> [EXERCISE AIM] Below are some records. Return exactly the lines from the one with "index tip: (766, 626)" to the one with "index dip: (1375, 588)", and nothing else.

> [INPUT DATA]
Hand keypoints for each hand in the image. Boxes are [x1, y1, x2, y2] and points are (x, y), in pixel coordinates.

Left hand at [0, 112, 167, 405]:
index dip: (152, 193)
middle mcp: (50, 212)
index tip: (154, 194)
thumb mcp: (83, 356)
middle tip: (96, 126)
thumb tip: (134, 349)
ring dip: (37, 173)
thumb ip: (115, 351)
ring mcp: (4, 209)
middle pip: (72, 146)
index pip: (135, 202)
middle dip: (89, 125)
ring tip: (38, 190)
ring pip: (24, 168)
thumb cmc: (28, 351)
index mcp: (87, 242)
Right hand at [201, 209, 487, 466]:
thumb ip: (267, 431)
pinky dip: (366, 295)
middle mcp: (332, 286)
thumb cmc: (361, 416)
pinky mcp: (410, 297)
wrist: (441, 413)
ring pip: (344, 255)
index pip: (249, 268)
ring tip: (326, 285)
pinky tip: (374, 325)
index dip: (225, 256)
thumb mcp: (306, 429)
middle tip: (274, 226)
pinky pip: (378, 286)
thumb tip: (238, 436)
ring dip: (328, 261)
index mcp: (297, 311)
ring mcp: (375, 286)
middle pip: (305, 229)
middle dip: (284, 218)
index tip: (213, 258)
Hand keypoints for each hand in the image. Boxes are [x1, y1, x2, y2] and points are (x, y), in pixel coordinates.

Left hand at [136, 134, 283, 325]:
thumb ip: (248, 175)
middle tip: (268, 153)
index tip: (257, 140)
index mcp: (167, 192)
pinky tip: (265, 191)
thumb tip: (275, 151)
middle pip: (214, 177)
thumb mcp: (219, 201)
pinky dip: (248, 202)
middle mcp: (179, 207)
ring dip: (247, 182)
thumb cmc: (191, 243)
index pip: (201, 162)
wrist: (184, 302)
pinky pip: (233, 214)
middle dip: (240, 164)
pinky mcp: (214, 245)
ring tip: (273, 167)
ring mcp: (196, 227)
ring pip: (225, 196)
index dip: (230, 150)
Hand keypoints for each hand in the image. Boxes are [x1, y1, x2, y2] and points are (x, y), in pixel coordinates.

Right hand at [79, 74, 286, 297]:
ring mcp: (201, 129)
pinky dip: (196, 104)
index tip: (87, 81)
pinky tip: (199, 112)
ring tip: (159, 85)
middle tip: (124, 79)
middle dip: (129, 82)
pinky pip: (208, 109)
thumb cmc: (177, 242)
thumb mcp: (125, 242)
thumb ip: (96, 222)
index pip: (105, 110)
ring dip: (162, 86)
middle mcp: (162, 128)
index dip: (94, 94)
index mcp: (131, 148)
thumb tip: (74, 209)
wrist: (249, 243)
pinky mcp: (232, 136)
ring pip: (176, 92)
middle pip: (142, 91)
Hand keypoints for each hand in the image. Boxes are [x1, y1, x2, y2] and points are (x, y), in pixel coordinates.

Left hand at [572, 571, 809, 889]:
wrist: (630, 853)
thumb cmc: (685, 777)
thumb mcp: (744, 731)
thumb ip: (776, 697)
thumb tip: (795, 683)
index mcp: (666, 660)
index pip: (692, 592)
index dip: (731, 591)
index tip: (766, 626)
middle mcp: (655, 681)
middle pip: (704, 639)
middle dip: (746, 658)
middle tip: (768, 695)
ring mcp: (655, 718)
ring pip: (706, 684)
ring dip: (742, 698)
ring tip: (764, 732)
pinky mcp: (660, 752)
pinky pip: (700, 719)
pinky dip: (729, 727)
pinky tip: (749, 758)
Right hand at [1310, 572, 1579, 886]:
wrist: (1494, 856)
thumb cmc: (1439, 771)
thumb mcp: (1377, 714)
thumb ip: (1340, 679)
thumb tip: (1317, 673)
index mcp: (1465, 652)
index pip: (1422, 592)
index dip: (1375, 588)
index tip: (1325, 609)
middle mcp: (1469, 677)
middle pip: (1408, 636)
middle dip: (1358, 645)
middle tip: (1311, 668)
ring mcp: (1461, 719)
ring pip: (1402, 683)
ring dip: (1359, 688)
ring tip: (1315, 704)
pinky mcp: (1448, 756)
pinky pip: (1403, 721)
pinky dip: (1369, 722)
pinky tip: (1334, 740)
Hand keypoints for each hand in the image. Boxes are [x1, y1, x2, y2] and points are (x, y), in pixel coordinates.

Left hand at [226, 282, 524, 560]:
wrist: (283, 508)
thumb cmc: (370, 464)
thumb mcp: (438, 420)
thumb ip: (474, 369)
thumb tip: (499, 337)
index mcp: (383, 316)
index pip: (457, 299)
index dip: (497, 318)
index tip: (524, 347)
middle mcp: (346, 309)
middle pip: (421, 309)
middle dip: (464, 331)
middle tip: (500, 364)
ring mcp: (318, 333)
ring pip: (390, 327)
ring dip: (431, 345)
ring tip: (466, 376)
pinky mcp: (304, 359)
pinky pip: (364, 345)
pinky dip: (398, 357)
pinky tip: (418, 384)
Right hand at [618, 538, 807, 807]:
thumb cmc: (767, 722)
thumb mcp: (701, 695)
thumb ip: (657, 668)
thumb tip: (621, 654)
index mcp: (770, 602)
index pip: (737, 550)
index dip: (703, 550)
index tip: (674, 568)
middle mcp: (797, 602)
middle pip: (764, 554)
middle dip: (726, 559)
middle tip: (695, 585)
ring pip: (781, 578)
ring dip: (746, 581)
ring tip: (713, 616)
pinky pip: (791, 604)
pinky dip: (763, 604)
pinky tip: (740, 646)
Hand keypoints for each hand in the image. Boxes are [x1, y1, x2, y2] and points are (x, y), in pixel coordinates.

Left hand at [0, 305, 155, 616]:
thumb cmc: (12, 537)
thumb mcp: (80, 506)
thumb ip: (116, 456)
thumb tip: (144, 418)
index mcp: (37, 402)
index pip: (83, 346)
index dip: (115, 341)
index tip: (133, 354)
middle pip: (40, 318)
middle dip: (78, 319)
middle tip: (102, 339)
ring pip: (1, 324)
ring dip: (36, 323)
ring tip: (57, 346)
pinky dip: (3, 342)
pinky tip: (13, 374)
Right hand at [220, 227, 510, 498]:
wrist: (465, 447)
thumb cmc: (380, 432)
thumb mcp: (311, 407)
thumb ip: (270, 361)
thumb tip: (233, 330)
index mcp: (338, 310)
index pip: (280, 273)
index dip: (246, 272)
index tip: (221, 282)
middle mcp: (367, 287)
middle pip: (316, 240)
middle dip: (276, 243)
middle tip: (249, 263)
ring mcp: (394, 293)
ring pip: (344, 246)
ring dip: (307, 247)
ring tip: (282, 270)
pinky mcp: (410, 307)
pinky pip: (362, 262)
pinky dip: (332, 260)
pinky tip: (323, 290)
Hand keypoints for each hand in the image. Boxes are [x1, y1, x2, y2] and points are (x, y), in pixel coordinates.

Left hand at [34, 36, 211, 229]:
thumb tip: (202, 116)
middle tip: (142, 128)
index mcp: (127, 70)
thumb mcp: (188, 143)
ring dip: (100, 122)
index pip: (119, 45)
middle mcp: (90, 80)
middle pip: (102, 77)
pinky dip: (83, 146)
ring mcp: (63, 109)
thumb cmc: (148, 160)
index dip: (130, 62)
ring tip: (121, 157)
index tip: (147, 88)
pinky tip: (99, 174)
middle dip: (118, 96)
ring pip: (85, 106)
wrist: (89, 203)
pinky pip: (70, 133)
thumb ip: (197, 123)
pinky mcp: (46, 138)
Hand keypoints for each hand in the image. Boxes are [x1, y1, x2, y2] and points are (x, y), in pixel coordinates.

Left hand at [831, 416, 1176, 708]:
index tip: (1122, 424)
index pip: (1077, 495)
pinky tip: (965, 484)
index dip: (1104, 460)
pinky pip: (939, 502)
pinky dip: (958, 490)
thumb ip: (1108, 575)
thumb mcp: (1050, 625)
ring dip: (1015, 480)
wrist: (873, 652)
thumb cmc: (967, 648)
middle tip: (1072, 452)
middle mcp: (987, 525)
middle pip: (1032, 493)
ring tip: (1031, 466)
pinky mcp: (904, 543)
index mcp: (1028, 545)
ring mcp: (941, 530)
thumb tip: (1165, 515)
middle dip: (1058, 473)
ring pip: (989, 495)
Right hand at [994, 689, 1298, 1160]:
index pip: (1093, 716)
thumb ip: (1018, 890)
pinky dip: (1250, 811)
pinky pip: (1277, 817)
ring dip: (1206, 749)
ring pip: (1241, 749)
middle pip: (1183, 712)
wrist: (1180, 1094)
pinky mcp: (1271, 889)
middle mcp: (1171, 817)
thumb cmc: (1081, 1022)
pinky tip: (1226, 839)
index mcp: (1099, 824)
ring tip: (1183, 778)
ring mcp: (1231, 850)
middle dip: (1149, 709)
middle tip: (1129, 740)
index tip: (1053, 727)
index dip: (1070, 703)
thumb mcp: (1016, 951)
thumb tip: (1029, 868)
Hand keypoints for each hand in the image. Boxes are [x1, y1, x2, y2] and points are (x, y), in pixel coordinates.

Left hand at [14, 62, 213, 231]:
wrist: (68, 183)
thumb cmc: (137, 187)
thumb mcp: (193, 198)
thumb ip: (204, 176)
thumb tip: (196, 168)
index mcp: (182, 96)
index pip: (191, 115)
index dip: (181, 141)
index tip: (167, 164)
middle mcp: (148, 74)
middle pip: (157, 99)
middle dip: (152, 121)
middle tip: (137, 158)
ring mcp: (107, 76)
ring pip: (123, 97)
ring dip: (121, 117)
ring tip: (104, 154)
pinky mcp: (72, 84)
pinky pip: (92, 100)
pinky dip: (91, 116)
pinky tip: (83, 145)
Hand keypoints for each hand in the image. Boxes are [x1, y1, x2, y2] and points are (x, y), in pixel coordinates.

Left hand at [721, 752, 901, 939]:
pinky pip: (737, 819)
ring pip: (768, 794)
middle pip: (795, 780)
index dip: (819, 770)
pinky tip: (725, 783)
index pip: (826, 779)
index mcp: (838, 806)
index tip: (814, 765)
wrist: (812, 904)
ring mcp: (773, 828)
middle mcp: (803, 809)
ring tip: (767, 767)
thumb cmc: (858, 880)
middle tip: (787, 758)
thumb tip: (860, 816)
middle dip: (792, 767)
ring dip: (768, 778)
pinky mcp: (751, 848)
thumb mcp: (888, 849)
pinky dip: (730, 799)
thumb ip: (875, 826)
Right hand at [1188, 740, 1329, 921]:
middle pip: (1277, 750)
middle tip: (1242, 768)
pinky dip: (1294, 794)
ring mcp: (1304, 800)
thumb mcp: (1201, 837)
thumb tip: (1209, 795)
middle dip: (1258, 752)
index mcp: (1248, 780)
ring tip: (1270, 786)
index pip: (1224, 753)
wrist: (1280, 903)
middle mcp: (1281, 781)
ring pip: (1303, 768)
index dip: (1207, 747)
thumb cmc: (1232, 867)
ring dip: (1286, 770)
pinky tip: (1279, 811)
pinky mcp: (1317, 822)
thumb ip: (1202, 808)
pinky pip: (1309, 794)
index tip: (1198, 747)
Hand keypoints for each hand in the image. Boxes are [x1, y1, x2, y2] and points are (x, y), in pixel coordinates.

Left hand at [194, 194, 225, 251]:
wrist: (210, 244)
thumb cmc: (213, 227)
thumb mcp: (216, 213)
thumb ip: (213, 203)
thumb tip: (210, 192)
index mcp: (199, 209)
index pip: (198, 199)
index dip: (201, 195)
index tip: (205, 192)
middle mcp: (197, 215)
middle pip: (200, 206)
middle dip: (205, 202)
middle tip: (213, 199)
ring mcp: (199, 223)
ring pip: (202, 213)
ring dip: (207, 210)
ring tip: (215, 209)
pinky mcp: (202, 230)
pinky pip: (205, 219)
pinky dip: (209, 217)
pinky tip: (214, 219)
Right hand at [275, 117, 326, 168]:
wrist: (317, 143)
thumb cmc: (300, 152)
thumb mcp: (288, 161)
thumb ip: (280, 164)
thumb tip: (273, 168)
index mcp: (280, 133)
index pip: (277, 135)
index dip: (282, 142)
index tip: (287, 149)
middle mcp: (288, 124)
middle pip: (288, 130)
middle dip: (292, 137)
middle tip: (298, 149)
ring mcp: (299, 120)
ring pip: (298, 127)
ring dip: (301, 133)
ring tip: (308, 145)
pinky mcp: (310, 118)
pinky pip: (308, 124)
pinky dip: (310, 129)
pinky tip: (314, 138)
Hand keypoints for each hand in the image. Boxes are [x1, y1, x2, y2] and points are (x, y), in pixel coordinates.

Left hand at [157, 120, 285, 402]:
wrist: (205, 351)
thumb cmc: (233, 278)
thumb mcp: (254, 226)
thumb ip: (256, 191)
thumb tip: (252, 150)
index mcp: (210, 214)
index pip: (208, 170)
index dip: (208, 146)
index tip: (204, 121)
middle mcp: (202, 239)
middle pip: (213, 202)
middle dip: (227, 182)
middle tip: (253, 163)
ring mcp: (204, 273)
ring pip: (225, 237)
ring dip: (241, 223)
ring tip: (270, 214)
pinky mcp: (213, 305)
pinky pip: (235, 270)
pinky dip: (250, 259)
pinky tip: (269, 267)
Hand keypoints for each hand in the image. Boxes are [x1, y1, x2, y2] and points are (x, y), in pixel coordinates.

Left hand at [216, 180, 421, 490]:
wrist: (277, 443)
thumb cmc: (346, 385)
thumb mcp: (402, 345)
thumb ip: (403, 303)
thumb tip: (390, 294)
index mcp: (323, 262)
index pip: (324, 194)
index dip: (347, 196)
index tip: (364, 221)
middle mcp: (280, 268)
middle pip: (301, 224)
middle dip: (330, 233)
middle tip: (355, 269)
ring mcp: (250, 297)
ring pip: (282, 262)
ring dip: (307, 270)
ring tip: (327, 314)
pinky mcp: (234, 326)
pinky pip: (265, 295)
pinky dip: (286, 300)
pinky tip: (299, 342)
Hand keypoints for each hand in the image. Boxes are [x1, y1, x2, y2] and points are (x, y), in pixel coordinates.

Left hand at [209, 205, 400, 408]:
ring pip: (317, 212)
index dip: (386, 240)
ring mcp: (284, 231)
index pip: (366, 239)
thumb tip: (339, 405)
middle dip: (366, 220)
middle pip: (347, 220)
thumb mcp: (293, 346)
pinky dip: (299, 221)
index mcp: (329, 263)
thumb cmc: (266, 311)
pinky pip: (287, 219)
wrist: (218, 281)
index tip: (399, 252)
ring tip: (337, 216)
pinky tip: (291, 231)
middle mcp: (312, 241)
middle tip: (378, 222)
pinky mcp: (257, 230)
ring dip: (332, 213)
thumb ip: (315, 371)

> [ANSWER FOR THE TASK]
index tip: (766, 626)
middle mcp: (655, 681)
middle pip: (704, 639)
middle dip: (746, 658)
middle tip: (768, 695)
ring mcp: (655, 718)
ring pip: (706, 684)
ring dip: (742, 698)
ring tip: (764, 732)
pinky mcp: (660, 752)
pinky pip: (700, 719)
pinky dip: (729, 727)
pinky tip: (749, 758)
Right hand at [1310, 572, 1579, 886]:
wrist: (1494, 856)
thumb cmc: (1439, 771)
thumb mcp: (1377, 714)
thumb ip: (1340, 679)
thumb tip: (1317, 673)
index mcp: (1465, 652)
index pip: (1422, 592)
index dip: (1375, 588)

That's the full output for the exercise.